Stored items:
↓

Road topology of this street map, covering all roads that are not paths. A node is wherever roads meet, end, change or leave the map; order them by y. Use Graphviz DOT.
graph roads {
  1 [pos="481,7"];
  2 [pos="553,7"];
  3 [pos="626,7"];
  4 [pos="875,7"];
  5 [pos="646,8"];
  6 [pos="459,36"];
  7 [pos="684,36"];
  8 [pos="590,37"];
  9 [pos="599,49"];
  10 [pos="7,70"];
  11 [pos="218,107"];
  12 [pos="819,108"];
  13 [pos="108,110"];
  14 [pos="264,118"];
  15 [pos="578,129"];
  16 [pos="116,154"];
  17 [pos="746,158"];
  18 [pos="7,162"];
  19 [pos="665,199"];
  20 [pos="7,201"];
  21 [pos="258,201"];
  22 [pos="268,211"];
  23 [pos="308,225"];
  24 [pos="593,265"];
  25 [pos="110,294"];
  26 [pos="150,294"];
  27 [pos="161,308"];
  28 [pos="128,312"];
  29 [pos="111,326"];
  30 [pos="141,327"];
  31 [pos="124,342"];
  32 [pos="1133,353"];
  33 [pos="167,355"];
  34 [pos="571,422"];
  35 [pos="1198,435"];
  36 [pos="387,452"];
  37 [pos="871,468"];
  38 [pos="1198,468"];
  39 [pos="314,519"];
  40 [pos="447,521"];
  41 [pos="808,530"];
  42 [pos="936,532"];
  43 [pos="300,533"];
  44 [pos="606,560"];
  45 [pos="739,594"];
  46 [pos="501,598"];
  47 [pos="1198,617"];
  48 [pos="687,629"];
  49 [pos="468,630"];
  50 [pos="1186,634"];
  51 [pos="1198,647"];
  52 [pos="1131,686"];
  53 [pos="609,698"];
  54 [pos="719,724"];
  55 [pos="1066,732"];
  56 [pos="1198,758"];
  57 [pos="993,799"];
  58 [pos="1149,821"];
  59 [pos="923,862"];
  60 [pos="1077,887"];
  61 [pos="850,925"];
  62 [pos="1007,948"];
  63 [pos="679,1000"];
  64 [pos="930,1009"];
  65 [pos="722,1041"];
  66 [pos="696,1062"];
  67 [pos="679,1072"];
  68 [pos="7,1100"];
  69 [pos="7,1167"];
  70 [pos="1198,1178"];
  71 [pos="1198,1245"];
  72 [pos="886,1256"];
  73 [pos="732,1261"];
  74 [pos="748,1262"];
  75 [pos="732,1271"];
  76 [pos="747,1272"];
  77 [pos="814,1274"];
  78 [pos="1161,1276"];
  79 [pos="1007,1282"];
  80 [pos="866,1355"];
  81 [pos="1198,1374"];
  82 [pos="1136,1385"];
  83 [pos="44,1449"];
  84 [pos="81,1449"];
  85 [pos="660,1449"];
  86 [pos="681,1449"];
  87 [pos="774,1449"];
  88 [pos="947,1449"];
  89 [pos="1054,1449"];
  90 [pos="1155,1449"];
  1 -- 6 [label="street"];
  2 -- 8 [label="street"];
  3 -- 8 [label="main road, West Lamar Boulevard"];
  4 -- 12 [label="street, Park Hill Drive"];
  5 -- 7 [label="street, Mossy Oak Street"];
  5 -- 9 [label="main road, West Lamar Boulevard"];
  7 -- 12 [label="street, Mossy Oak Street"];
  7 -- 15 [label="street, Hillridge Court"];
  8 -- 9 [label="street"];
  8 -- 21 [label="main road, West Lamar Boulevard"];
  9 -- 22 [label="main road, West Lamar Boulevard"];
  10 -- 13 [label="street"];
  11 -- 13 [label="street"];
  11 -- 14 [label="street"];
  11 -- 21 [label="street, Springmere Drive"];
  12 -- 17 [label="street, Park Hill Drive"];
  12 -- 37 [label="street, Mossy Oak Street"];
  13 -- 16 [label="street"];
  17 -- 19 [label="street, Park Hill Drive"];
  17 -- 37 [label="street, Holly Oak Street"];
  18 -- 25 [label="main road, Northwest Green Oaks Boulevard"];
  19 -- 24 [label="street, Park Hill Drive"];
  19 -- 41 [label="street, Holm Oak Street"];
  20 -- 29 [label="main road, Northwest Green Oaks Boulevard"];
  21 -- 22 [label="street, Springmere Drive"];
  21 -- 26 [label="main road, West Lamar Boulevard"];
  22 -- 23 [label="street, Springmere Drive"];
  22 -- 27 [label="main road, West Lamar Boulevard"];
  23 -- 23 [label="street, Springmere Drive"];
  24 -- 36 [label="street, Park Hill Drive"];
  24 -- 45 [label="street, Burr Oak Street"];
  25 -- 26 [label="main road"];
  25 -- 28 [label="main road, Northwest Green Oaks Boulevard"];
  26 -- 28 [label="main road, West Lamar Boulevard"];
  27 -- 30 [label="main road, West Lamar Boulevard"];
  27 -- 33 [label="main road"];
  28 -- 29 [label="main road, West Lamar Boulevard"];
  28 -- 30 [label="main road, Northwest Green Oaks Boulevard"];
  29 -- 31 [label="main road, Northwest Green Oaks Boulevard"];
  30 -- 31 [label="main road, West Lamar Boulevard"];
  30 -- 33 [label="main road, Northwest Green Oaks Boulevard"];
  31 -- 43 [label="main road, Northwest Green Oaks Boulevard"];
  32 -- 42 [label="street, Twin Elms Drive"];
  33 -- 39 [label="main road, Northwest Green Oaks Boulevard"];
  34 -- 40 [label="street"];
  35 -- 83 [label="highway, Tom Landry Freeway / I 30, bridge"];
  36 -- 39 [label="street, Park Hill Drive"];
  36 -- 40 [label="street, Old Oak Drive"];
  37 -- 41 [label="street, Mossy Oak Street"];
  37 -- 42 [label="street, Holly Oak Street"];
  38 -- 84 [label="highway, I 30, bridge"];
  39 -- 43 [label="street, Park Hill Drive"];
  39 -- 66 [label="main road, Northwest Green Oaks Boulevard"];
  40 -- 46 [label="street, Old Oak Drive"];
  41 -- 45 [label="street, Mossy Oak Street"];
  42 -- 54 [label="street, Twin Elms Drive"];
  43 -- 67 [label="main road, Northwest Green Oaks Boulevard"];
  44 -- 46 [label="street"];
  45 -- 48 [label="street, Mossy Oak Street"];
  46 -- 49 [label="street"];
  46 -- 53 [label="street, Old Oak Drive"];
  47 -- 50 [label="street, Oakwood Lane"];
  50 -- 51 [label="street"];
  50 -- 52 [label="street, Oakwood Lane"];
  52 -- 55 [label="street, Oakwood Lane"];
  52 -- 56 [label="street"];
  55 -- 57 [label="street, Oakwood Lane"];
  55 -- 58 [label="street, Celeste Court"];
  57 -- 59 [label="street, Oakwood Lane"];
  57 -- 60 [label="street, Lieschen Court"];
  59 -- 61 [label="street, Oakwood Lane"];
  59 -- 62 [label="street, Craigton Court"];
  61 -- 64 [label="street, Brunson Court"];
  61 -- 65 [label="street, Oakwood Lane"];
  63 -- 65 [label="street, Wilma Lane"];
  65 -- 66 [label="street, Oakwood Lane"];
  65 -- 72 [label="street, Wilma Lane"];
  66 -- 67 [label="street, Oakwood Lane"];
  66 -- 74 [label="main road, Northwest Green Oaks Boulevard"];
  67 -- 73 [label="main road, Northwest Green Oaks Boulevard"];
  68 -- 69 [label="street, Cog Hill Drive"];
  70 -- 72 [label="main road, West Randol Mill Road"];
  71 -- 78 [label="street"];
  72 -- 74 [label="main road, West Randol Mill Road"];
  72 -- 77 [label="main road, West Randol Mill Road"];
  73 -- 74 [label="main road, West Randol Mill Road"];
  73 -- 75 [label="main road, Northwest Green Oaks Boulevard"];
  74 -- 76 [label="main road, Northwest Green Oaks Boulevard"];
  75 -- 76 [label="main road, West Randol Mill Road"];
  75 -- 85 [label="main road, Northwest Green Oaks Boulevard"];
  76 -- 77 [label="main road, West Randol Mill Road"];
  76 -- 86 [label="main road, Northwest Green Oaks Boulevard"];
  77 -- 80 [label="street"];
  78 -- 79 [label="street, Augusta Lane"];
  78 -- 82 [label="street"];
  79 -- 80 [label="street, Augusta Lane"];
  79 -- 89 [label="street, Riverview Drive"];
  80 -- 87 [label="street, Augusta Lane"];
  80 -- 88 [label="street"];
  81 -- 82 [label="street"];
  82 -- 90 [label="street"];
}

↑

=== Instructions for the task ===
Find the word "Augusta" in the entries above and gather every line that holds it.

=== Output for this exercise ===
  78 -- 79 [label="street, Augusta Lane"];
  79 -- 80 [label="street, Augusta Lane"];
  80 -- 87 [label="street, Augusta Lane"];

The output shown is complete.